Have a question for Google? No, not the kind you enter into a search box. The kind for Matt Cutts -- one of the few faces you see regularly speaking on behalf of the search behemoth. He gives some behind-the-scenes information on why they did this or that, or if what you heard they were doing is actually true.
If you have a new question for him, well, you're too late. Questions are closed. But, you can still vote up my question for Matt Cutts
. I think the answer is important to the future of the Web.
The burning question I have (and that's burning me up) is "won't 'not provided' make the Web worse?"
You can probably tell what I think the answer is. It's one of those things which, I said earlier this week, makes me like Google less
than I did.
I agree with the venerable Poynter Institute
, it's hurting the Web more each day. It's not just marketers that are being hurt by the now-withheld information. It's impacting everyone -- website owners and website users.

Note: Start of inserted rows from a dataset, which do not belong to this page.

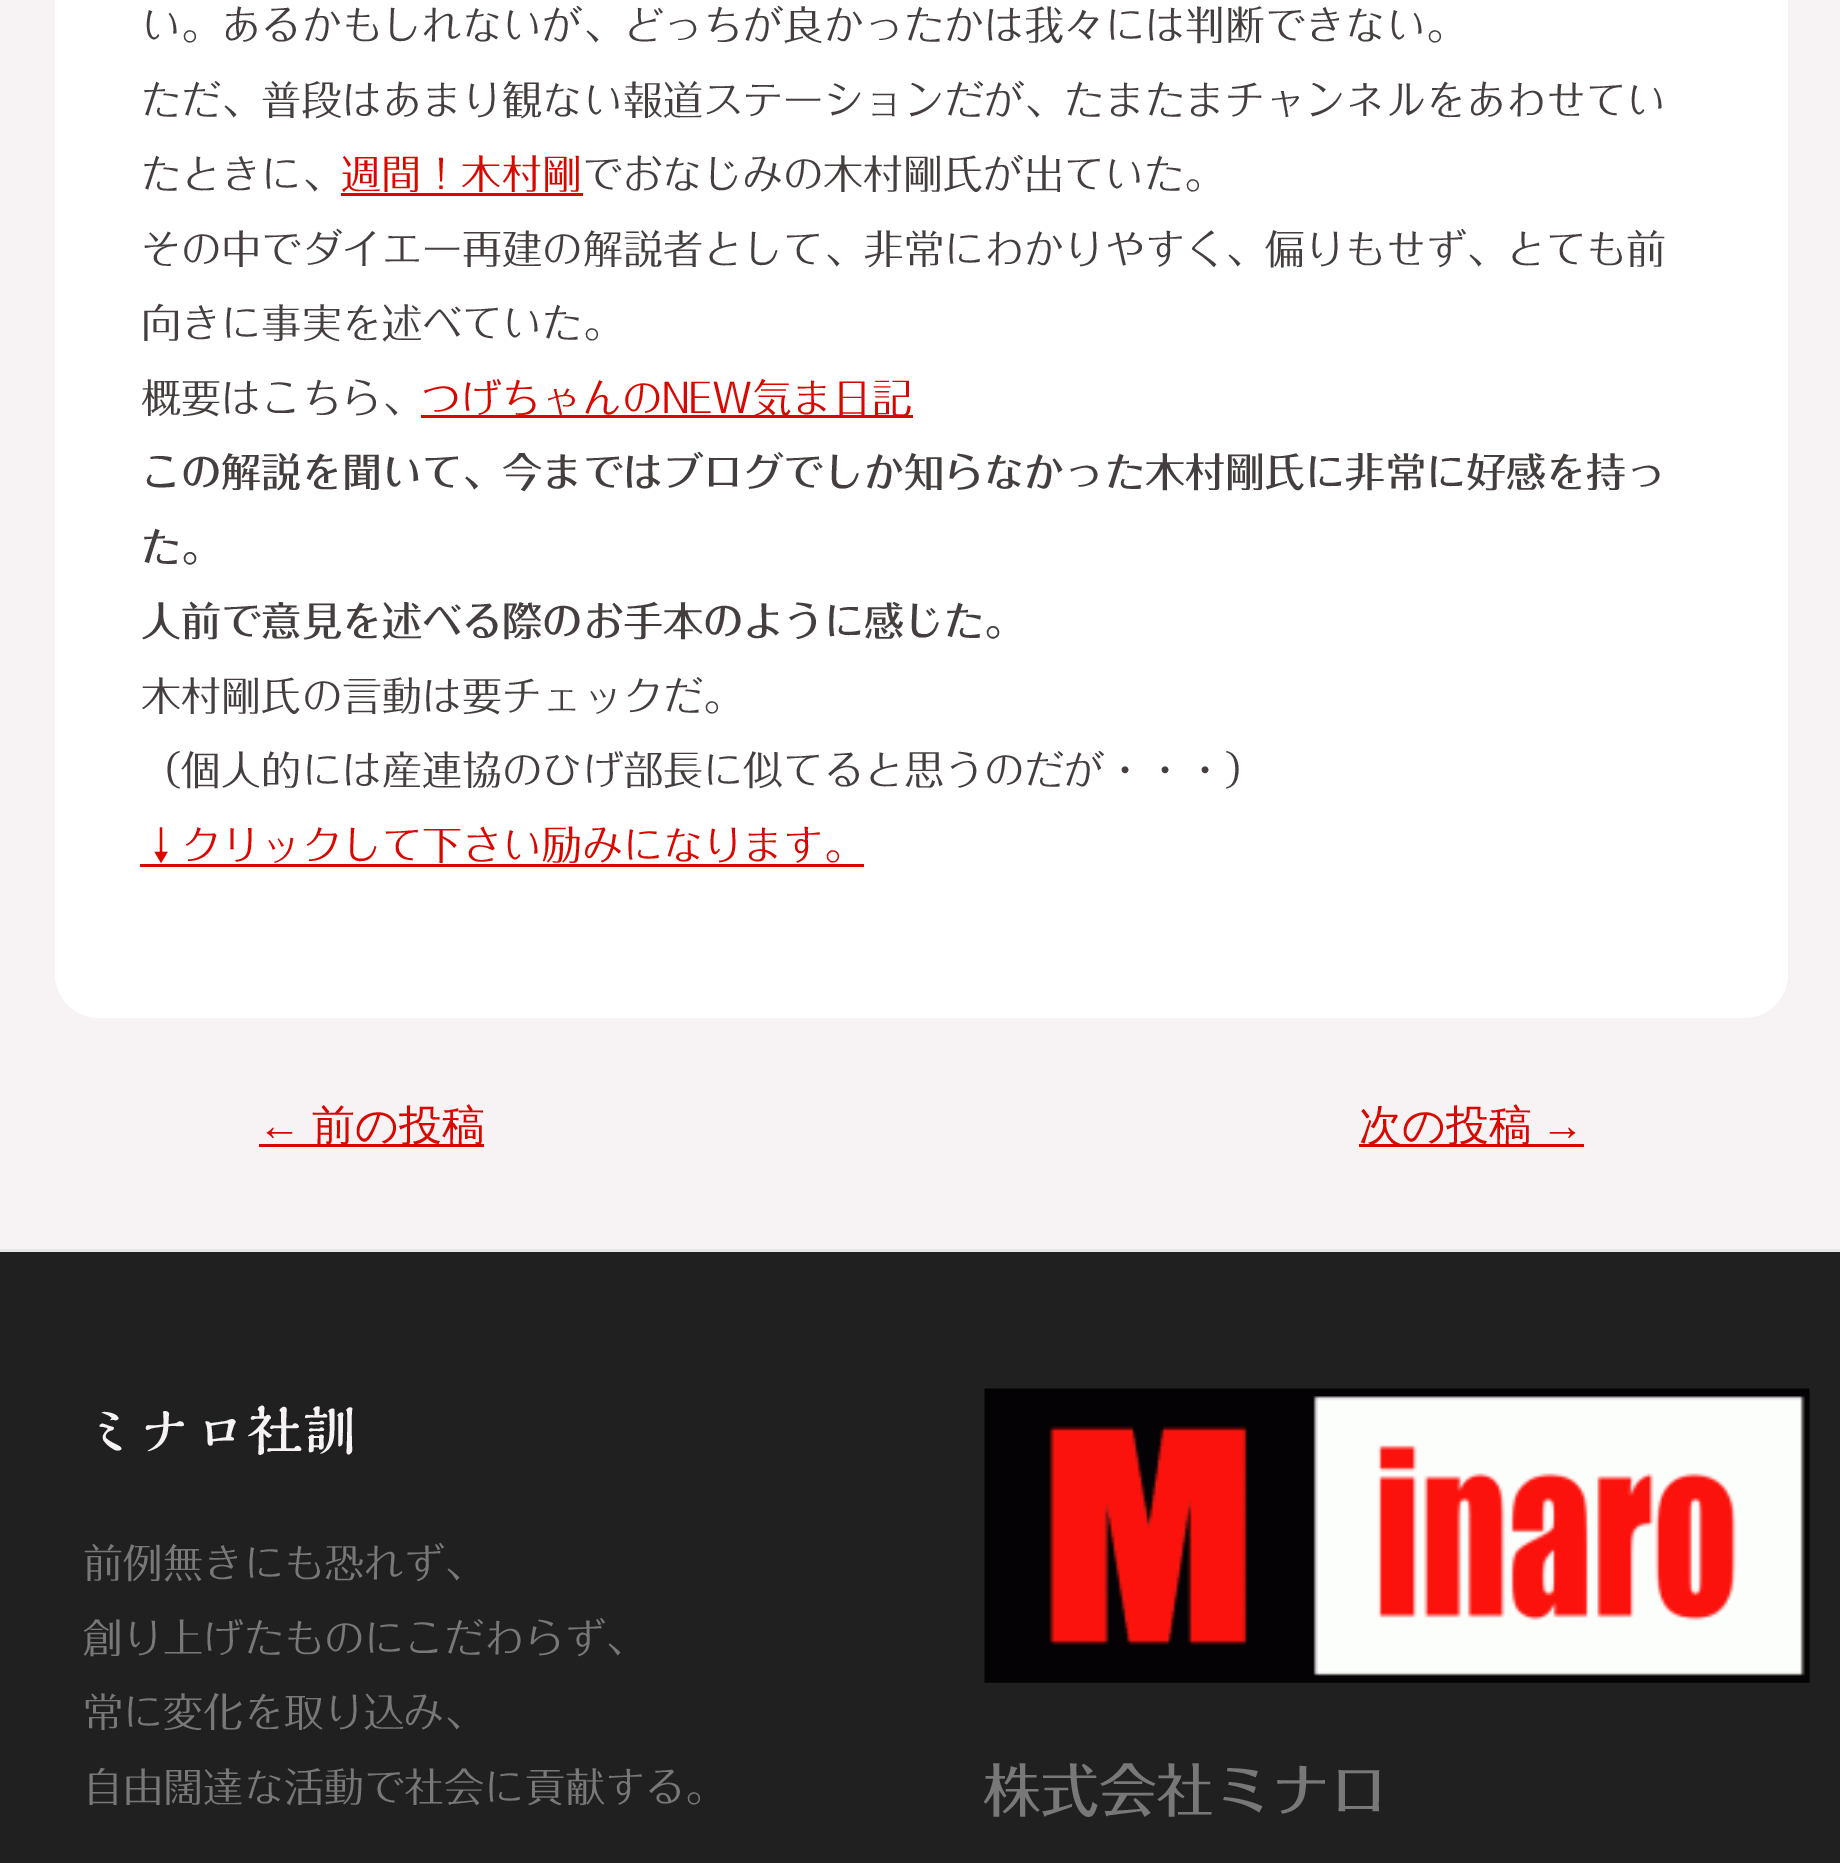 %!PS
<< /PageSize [1840 1863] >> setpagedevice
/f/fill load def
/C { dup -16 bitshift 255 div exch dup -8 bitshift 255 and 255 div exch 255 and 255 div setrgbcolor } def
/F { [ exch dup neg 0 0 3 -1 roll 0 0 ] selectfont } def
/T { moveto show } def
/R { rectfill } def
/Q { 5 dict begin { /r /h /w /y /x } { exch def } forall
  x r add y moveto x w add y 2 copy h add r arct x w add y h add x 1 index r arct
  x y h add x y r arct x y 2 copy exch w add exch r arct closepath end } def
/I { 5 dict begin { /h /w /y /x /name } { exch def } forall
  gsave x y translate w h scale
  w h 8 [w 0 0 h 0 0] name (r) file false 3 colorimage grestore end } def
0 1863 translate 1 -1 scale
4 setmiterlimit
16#F7F3F5 C
0 0 1840 1863 R
16#FFFFFF C
55 -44 1733 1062 44 Q f
/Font-Regular 40.15 F
16#453E3E C
(い。あるかもしれないが、どっちが良かったかは我々には判断できない。) 141 40 T
(ただ、普段はあまり観ない報道ステーションだが、たまたまチャンネルをあわせてい) 141 115 T
(たときに、) 141 189 T
16#D90700 C
(週間！木村剛) 341 189 T
341 193 242 3 R
16#453E3E C
(でおなじみの木村剛氏が出ていた。) 582 189 T
(その中でダイエー再建の解説者として、非常にわかりやすく、偏りもせず、とても前) 141 264 T
(向きに事実を述べていた。) 141 338 T
(概要はこちら、) 141 413 T
16#D90700 C
421 415 492 3 R
(つげちゃんのNEW気ま日記) 421 413 T
/Font-Medium 40.15 F
16#453E3E C
(この解説を聞いて、今まではブログでしか知らなかった木村剛氏に非常に好感を持っ) 141 487 T
(た。) 141 562 T
(人前で意見を述べる際のお手本のように感じた。) 141 636 T
/Font-Regular 40.15 F
(木村剛氏の言動は要チェックだ。) 141 711 T
(（個人的には産連協のひげ部長に似てると思うのだが・・・）) 141 785 T
16#D90700 C
(↓クリックして下さい励みになります。) 141 860 T
140 864 724 3 R
/LiberationSans-Regular 43 F
(←) 258 1140 T
259 1144 225 3 R
/WenQuanYiZenHei-Medium 43 F
(前の投稿) 312 1140 T
1359 1144 225 3 R
(次の投稿) 1359 1140 T
/LiberationSans-Regular 43 F
(→) 1541 1140 T
16#202020 C
0 1252 1840 611 R
16#E6E6E6 C
0 1249 1840 3 R
/Font-SemiBold 55 F
16#F7F3F5 C
(ミナロ社訓) 83 1451 T
/Font-Regular 40.15 F
16#787878 C
(前例無きにも恐れず、) 83 1578 T
(創り上げたものにこだわらず、) 83 1653 T
(常に変化を取り込み、) 83 1727 T
(自由闊達な活動で社会に貢献する。) 83 1802 T
(1.rgb) 984 1388 826 295 I
/Font-Medium 57.75 F
(株式会社ミナロ) 983 1812 T
showpage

When you can help visitors get to where they want to go faster, everyone wins. And, sure, you can infer what the search visitor was looking for when they arrived at the site, and whether they found what they were looking for or bounced.
"Infer" isn't far off from "assume," though. There's at least one clever saying about what happens when one assumes.
Another great inference, later proved to not be true, is: the whiskey missing from the barrel was consumed by angels
. History is littered with bad inferences, because they're easy to make in the absence of observation or scientific data.
I've always heard that Google hires the top scientists in their field. Shouldn't they support exact data, too, rather than making improvements based on inferences and assumptions?